Margaret, what comment can I make on the untimely extinction of this
glorious spirit? What can I say that will enable you to understand the
depth of my sorrow? All that I should express would be inadequate and
feeble. My tears flow; my mind is overshadowed by a cloud of
disappointment. But I journey towards England, and I may there find
consolation.
I am interrupted. What do these sounds portend? It is midnight; the
breeze blows fairly, and the watch on deck scarcely stir. Again there
is a sound as of a human voice, but hoarser; it comes from the cabin
where the remains of Frankenstein still lie. I must arise and
examine. Good night, my sister.
Great God! what a scene has just taken place! I am yet dizzy with the
remembrance of it. I hardly know whether I shall have the power to
detail it; yet the tale which I have recorded would be incomplete
without this final and wonderful catastrophe. I entered the cabin where
lay the remains of my ill-fated and admirable friend. Over him hung a
form which I cannot find words to describe--gigantic in stature, yet
uncouth and distorted in its proportions. As he hung over the coffin,
his face was concealed by long locks of ragged hair; but one vast hand
was extended, in colour and apparent texture like that of a mummy. When
he heard the sound of my approach, he ceased to utter exclamations of
grief and horror and sprung towards the window. Never did I behold a
vision so horrible as his face, of such loathsome yet appalling
hideousness. I shut my eyes involuntarily and endeavoured to recollect
what were my duties with regard to this destroyer. I called on him to
stay.
He paused, looking on me with wonder, and again turning towards the
lifeless form of his creator, he seemed to forget my presence, and
every feature and gesture seemed instigated by the wildest rage of some
uncontrollable passion.
"That is also my victim!" he exclaimed. "In his murder my crimes are
consummated; the miserable series of my being is wound to its close!

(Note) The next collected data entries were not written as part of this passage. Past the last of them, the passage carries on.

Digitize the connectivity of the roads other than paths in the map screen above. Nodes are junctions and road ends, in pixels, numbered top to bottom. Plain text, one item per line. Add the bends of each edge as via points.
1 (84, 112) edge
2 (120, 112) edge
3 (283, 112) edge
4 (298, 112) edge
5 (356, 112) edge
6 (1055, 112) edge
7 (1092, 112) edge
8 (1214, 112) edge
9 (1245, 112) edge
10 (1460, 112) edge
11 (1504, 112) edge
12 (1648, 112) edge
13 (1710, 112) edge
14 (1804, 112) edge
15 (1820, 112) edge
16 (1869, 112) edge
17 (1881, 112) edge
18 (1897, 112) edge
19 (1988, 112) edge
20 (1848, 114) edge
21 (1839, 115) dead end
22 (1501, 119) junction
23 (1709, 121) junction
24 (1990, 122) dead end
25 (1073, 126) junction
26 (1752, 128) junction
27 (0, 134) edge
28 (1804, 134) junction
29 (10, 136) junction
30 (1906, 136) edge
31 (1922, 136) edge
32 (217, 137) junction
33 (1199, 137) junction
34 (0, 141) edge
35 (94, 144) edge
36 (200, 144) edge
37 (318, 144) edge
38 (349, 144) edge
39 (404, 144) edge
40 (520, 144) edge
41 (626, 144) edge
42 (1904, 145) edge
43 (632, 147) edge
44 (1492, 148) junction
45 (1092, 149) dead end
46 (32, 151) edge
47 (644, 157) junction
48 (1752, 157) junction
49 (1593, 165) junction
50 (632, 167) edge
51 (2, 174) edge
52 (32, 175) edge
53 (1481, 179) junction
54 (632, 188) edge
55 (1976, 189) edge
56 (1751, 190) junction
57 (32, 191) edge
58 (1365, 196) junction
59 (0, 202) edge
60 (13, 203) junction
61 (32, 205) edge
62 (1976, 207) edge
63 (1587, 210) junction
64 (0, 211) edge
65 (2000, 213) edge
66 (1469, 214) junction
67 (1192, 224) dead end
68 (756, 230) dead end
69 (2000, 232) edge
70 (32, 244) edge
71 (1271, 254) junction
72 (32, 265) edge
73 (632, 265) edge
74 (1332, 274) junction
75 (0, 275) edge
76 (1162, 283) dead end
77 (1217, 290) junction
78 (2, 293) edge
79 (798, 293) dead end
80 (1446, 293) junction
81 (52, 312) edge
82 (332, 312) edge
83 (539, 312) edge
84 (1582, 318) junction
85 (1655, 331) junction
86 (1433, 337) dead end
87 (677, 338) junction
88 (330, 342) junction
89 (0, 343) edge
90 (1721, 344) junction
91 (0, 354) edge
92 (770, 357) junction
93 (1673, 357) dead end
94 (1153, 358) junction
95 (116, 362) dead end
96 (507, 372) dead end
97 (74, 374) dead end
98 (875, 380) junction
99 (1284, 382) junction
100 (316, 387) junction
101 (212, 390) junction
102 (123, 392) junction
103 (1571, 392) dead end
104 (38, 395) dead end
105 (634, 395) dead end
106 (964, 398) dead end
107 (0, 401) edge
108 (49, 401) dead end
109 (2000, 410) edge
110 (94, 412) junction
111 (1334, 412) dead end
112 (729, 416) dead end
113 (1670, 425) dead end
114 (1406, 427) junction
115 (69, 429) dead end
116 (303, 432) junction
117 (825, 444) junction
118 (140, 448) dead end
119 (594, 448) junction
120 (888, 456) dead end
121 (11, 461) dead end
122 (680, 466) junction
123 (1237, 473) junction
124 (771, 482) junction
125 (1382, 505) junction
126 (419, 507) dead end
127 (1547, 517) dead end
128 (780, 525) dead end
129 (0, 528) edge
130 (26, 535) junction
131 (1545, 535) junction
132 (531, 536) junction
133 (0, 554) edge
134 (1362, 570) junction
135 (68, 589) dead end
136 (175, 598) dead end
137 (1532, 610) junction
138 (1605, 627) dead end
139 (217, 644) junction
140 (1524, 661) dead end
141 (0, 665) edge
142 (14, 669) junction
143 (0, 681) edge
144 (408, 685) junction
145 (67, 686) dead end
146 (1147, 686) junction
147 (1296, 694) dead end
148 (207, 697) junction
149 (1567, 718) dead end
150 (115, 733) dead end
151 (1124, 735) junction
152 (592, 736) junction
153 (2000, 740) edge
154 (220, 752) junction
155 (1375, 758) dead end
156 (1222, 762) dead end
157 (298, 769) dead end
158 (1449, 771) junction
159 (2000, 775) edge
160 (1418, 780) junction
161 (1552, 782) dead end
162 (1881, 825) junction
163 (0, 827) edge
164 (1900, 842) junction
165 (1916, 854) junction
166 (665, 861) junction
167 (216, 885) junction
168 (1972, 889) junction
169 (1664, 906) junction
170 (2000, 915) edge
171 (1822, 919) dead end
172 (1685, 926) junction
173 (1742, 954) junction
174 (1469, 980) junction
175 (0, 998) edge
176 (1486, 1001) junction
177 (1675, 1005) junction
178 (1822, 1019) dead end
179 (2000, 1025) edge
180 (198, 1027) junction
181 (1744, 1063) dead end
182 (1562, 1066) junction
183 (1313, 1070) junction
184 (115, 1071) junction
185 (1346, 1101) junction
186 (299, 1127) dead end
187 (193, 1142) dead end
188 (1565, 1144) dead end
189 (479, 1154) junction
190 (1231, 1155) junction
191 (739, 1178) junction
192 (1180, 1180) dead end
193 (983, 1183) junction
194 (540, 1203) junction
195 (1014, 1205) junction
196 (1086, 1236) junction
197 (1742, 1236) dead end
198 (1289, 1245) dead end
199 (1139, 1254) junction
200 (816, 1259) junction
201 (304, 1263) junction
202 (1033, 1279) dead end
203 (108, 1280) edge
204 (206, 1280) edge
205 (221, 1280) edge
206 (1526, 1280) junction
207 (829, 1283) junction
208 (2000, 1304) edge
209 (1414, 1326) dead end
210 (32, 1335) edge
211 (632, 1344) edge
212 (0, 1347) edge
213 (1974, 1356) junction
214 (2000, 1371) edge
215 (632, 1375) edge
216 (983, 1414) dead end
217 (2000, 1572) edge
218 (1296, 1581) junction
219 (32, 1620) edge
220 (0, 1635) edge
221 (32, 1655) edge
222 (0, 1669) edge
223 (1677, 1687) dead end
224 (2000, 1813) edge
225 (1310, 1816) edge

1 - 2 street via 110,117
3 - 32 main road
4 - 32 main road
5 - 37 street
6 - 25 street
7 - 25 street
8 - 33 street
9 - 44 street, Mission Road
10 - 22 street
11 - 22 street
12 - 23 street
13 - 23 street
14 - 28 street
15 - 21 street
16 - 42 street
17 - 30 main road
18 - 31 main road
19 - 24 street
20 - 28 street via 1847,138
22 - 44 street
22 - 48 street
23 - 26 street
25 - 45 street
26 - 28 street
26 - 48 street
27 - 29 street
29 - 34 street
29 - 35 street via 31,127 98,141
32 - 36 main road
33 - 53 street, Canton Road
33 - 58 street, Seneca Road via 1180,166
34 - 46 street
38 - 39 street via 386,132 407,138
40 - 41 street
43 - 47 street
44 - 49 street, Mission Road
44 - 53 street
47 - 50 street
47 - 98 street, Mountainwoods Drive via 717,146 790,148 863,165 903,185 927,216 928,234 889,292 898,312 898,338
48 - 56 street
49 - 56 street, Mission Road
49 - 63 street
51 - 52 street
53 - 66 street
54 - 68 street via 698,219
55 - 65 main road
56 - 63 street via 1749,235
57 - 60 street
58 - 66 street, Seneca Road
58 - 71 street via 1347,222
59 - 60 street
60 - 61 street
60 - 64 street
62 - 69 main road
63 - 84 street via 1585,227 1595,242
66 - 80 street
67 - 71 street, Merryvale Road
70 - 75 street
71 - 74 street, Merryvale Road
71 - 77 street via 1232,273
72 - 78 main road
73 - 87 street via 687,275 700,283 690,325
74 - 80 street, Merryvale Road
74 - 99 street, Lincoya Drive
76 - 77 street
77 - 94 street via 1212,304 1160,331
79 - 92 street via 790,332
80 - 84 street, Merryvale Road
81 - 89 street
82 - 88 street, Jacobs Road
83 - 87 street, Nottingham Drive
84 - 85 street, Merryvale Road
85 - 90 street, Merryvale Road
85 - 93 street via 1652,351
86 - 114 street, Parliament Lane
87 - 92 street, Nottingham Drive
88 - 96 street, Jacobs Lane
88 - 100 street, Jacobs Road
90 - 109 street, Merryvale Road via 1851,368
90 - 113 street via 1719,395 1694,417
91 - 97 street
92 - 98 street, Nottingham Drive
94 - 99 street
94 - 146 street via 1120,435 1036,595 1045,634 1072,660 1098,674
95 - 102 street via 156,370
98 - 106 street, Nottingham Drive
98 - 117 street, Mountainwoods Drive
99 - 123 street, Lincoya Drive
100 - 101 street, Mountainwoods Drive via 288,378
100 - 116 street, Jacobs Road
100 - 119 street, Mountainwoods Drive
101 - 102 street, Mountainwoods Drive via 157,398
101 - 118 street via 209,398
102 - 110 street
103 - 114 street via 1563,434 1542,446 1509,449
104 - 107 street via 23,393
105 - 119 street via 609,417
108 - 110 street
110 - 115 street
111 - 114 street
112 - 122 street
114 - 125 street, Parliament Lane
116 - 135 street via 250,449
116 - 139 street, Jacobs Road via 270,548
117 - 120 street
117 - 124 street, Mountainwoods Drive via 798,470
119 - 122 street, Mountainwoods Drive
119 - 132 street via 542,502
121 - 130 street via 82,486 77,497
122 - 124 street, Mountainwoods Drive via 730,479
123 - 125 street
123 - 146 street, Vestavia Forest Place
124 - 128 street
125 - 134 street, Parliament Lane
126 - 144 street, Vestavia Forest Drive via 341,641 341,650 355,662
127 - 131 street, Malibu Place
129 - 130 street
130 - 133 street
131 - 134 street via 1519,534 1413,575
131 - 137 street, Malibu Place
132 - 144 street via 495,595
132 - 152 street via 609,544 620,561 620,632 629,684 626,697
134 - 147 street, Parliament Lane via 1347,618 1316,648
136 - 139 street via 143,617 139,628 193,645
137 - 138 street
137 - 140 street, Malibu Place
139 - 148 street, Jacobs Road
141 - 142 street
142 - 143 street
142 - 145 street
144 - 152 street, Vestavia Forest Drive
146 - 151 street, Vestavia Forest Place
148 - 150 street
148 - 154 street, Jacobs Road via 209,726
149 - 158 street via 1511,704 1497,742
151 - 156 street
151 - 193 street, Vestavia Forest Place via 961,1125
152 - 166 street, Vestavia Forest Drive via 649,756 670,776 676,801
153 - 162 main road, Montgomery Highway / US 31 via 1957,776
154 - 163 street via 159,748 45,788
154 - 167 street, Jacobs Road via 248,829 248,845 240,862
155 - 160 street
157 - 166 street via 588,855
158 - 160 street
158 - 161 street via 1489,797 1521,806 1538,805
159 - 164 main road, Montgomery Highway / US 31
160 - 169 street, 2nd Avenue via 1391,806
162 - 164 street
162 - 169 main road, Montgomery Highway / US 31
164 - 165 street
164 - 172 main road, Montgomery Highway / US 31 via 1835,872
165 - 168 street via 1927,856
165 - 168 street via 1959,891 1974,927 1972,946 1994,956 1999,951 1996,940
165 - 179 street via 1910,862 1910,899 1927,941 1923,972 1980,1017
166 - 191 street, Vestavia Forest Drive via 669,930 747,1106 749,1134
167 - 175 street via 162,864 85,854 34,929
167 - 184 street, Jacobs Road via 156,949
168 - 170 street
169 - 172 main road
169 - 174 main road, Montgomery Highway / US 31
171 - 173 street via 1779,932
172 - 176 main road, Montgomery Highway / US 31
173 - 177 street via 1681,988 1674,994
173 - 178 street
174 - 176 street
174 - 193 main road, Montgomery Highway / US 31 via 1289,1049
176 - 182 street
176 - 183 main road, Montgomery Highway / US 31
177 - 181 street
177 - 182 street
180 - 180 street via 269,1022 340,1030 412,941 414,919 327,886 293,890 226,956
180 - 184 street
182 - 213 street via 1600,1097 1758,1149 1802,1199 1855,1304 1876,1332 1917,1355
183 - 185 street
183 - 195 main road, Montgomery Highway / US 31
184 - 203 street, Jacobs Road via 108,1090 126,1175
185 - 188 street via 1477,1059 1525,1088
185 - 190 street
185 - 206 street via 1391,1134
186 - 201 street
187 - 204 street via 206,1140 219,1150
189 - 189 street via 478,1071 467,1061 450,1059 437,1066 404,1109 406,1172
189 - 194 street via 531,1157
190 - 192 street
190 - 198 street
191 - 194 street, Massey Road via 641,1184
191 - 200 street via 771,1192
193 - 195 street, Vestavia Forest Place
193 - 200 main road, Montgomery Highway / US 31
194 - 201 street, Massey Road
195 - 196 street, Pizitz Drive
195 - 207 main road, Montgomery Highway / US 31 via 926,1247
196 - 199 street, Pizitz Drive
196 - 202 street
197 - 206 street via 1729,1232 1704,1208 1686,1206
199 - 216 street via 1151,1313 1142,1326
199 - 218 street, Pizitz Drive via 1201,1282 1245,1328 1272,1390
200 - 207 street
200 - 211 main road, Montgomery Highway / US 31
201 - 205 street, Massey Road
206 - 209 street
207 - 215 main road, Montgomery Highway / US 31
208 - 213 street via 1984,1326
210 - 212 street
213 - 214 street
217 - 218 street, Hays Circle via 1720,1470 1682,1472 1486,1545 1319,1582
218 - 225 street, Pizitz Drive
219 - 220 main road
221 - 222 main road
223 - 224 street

Oh, Frankenstein! Generous and self-devoted being! What does it avail
that I now ask thee to pardon me? I, who irretrievably destroyed thee
by destroying all thou lovedst. Alas! He is cold, he cannot answer
me." His voice seemed suffocated, and my first impulses, which had
suggested to me the duty of obeying the dying request of my friend in
destroying his enemy, were now suspended by a mixture of curiosity and
compassion. I approached this tremendous being; I dared not again
raise my eyes to his face, there was something so scaring and unearthly
in his ugliness. I attempted to speak, but the words died away on my
lips. The monster continued to utter wild and incoherent
self-reproaches. At length I gathered resolution to address him in a
pause of the tempest of his passion.
"Your repentance," I said, "is now superfluous. If you had listened to
the voice of conscience and heeded the stings of remorse before you had
urged your diabolical vengeance to this extremity, Frankenstein would
yet have lived."
"And do you dream?" said the daemon. "Do you think that I was then
dead to agony and remorse? He," he continued, pointing to the corpse,
"he suffered not in the consummation of the deed. Oh! Not the
ten-thousandth portion of the anguish that was mine during the
lingering detail of its execution. A frightful selfishness hurried me
on, while my heart was poisoned with remorse. Think you that the
groans of Clerval were music to my ears? My heart was fashioned to be
susceptible of love and sympathy, and when wrenched by misery to vice
and hatred, it did not endure the violence of the change without
torture such as you cannot even imagine.